Free-floating sagittal sections were cut at a thickness of 30 μm from perfused brains using a sliding microtome (SM2010R; Leica Microsystem, Wetzlar, Germany). The brain from each mouse was sectioned at approximately 1.8 mm laterally, starting from the medial border of hippocampus and extending laterally to the start of the ventral hippocampus. For immunohistochemistry, the sagittal sections were deactivated with endogenous peroxidase (5% hydrogen peroxidase in methyl alcohol and 0.2% Triton X 100) and blocked with 10% normal goat serum (ABC Elite Kit; Vector Laboratories, Burlingame, CA, USA) in PBS for 1 hour. Sections were then incubated with primary antibodies, including rabbit anti-p-ERK1/2 (1:500; Cell Signaling Technology), rabbit anti-p-CREB (1:500 dilution; Cell Signaling Technology), rabbit anti-p-NMDAR1 (1:100; Cell Signaling Technology), rabbit p-CaMKII (1:200; Cell Signaling Technology) and rabbit anti-p-GluR1 ser831 (1:100; Millipore) in PBS-T overnight at 4°C. After three washes, the sections were reacted with biotinylated goat anti-rabbit IgG (Vector ABC Elite Kit) for 45 minutes.
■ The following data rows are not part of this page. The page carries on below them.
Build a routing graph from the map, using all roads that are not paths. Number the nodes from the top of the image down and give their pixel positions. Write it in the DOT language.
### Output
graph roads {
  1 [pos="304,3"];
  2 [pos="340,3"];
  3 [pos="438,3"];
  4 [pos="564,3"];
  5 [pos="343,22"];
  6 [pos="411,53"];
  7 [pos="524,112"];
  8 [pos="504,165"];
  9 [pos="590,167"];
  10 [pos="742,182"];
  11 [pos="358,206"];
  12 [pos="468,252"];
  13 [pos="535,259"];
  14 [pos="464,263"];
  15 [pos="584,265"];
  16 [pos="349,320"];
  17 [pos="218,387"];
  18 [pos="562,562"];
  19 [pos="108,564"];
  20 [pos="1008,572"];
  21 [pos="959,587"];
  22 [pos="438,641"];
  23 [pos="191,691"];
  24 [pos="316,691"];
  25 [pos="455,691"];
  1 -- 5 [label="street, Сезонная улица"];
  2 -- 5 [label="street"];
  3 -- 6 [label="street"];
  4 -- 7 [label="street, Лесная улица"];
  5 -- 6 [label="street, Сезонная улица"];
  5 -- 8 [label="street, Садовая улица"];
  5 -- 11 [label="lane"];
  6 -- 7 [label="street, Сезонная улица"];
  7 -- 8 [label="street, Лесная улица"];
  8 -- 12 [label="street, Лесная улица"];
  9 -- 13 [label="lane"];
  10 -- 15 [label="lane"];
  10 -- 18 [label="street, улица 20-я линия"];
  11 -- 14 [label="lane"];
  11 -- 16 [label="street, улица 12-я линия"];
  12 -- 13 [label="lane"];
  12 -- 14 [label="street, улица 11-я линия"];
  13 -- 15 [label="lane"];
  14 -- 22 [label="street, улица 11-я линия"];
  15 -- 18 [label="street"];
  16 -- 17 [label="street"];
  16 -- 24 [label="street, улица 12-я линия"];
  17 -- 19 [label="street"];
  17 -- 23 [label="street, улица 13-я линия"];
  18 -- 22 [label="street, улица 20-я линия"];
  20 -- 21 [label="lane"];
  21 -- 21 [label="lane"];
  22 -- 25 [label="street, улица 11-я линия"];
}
After three washes, the sections were incubated for 45 minutes with an avidin-biotin peroxidase complex (Vector ABC Elite Kit) prepared according to the manufacturer's instructions. After three washes, the peroxidase reaction was developed for 3 minutes using a diaminobenzidine substrate (DAB kit; Vector Laboratories) prepared according to the manufacturer's instructions. As a control, the primary antibodies were omitted for a few test sections in each experiment. The immunohistochemistry-stained specimens were observed using a BX-40 apparatus (Olympus) with a ProgRes® CFscan digital camera (Jenoptik, Jena, Germany).

Statistical analysis

Data are reported as mean ± SEM and were analyzed using one-way analysis of variance followed by Student-Newman-Keuls post-hoc test for multiple comparisons using a GraphPad In Stat (GPIS) computer program (GraphPad Software, San Diego, CA, USA). A P value < 0.05 was considered significant.